We see a man put out the church for a gross, and public, act of sexual indecency (1 Corinthians 5). So far, so understandable.
But Paul does not tell the church to hold against this man his very public fall from grace, even if it has likely caused damage to the image of the church.
No, he puts him out so that the man would repent (1 Corinthians 5:4-5).
Which it seems he does, because Paul later tells them to forgive him and welcome him back (2 Corinthians 2:5-11).
Do you see this?
The discipline was necessary, if painful. But it was carried out with compassion and forgiveness so that the offender could find a way to repent and come back in.
Oh, that more Christians would learn from it!
This parable is like a scalpel. It cuts and it wounds – often without anaesthesia. And that really hurts.
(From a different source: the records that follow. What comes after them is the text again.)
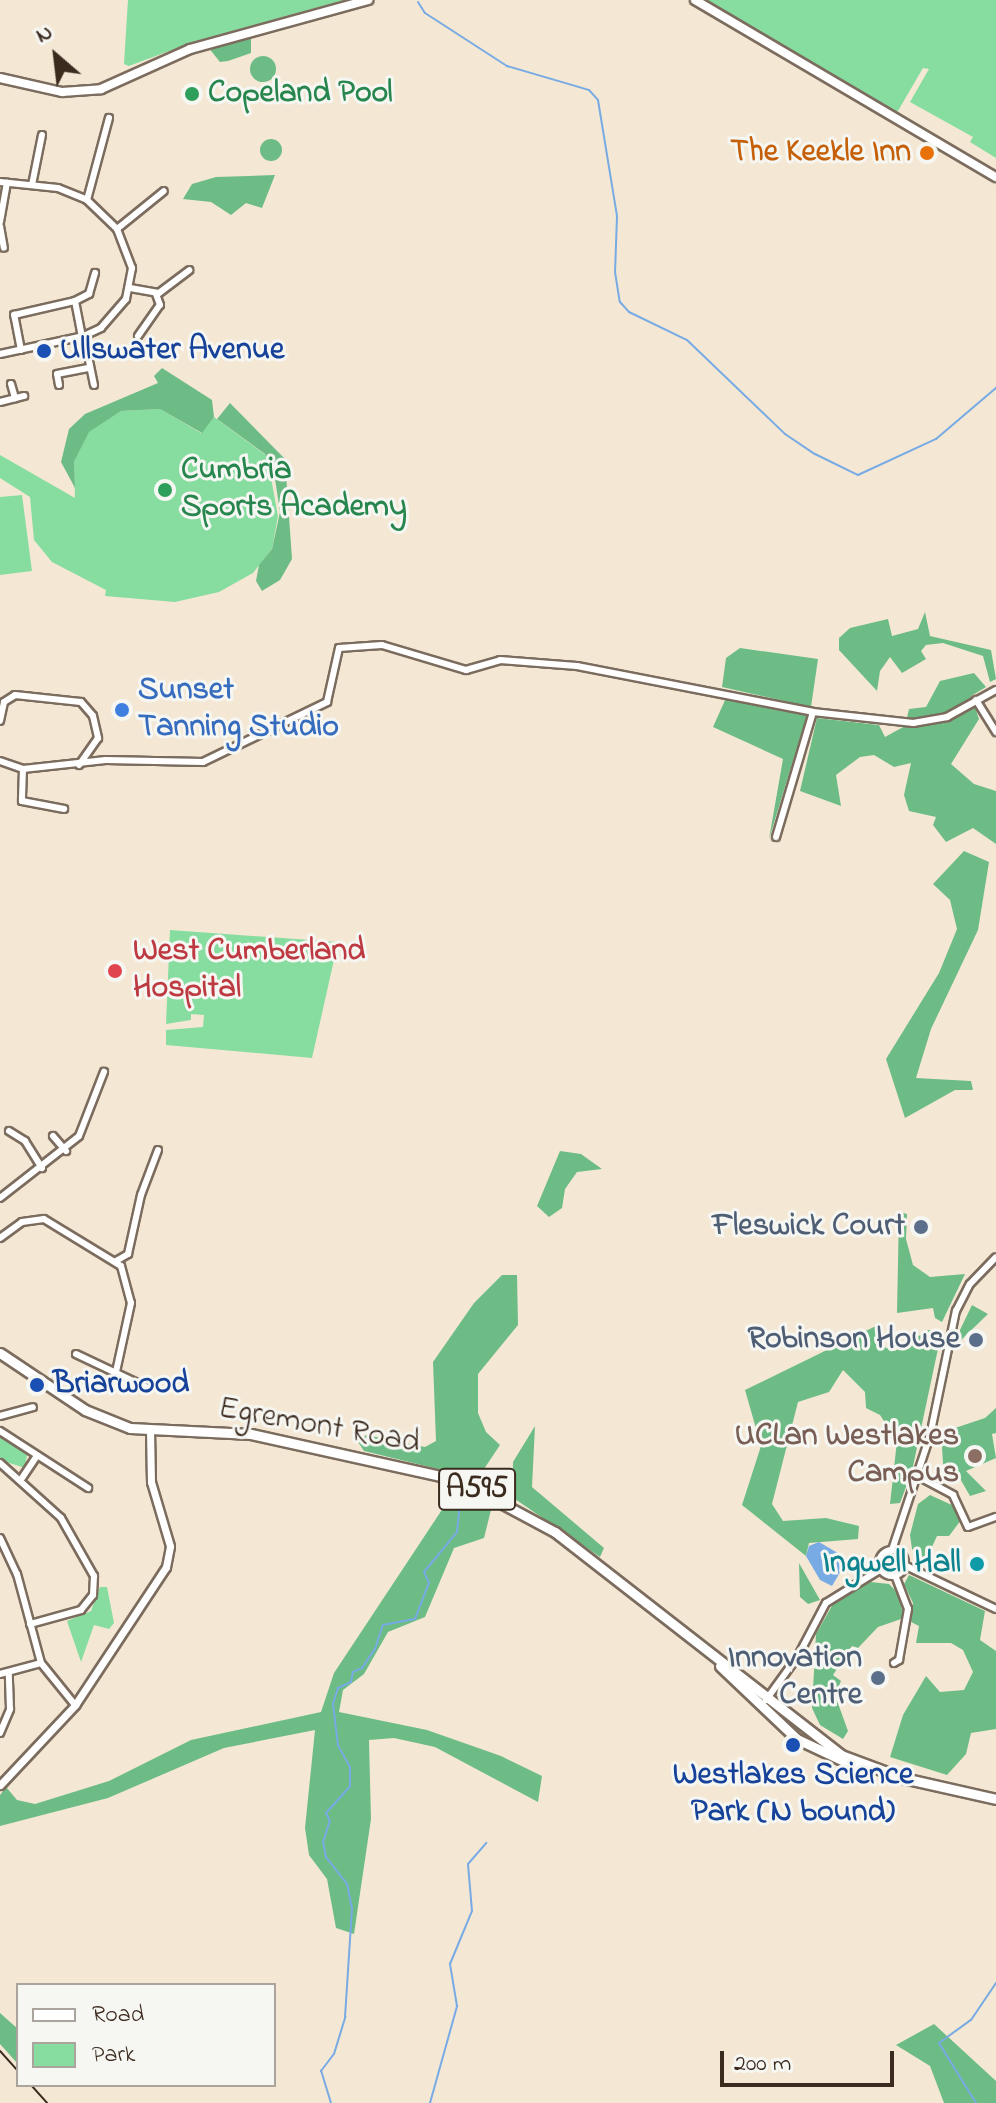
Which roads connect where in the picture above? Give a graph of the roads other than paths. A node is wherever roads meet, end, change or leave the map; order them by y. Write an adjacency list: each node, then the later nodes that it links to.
1 (368, 0): 3 (main road)
2 (695, 0): 6 (main road)
3 (0, 78)
4 (109, 118): 10 (street)
5 (42, 135): 8 (street)
6 (996, 177)
7 (4, 182): 8 (street); 11 (street)
8 (32, 185): 10 (street)
9 (164, 191): 12 (street)
10 (87, 200): 12 (street)
11 (0, 224): 13 (street)
12 (117, 229): 16 (street)
13 (4, 248)
14 (189, 270): 17 (street)
15 (95, 273): 18 (street)
16 (130, 288): 17 (street); 19 (street)
17 (156, 294): 20 (street)
18 (75, 301): 19 (street); 21 (street)
19 (83, 336): 21 (street); 23 (street)
20 (138, 336)
21 (21, 350): 22 (street)
22 (0, 354)
23 (89, 368): 25 (street); 26 (street)
24 (11, 384): 28 (street)
25 (59, 385)
26 (94, 385)
27 (24, 396): 28 (street)
28 (15, 398): 29 (street)
29 (0, 402)
30 (996, 690): 31 (street)
31 (976, 700): 32 (street); 34 (street)
32 (813, 712): 36 (street); 39 (street)
33 (0, 721): 36 (street)
34 (996, 732)
35 (0, 761): 37 (street)
36 (79, 765): 37 (street)
37 (23, 769): 38 (street)
38 (64, 809)
39 (776, 837)
40 (104, 1072): 44 (street)
41 (9, 1131): 45 (street)
42 (53, 1136): 44 (street)
43 (158, 1150): 49 (street)
44 (66, 1151): 45 (street)
45 (42, 1168): 46 (street)
46 (0, 1198)
47 (0, 1238): 49 (street)
48 (996, 1257): 60 (street)
49 (116, 1261): 52 (street)
50 (0, 1353): 57 (highway, Egremont Road / A595)
51 (76, 1354): 52 (street)
52 (116, 1372): 53 (street)
53 (148, 1388)
54 (33, 1407): 55 (street)
55 (0, 1416)
56 (0, 1431): 58 (street)
57 (150, 1432): 75 (highway, Egremont Road / A595); 76 (street)
58 (36, 1457): 61 (street); 62 (street)
59 (0, 1463): 61 (street)
60 (918, 1476): 63 (street); 65 (street)
61 (22, 1478): 70 (street)
62 (88, 1488)
63 (996, 1517)
64 (0, 1538): 70 (street)
65 (892, 1550): 66 (street); 67 (street)
66 (904, 1565): 68 (street); 69 (street)
67 (881, 1569): 68 (street); 75 (street)
68 (895, 1575): 72 (street)
69 (996, 1609)
70 (30, 1624): 71 (street)
71 (41, 1663): 73 (street); 76 (street)
72 (894, 1663)
73 (9, 1673): 74 (street); 77 (street)
74 (0, 1674)
75 (765, 1703): 79 (highway, Egremont Road / A595)
76 (75, 1705): 78 (street)
77 (0, 1733)
78 (0, 1785)
79 (996, 1799)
But the pain is necessary. Without the pain, the bitter root (Hebrews 12:15) of unforgiveness is allowed to thrive among us like a cancerous growth. It’s difficult parables like this that expose it for what it is and enable us to deal with it.
As the American author Mark Twain put it, ‘It ain't those parts of the Bible that I can't understand that bother me, it is the parts that I do understand.’
Few are more problematic and troublesome for us as human beings as this one.
But if we let the Divine scalpel cut us, and cut deeply, then we will be the better for it.
Prayer
Lord Jesus, this parable leaves me reeling. I confess that I find it really hard to forgive those who have hurt me. I need your strength. I also need your assurance that your death on the cross is more than enough for both my sins and theirs. Help me to release the pain to you. Help me to truly forgive, from the heart. Amen.
Questions
1. What does this parable teach about forgiveness?
2. Why is it so hard to forgive?
3. Who do you struggle to forgive? How can this parable help you to forgive them?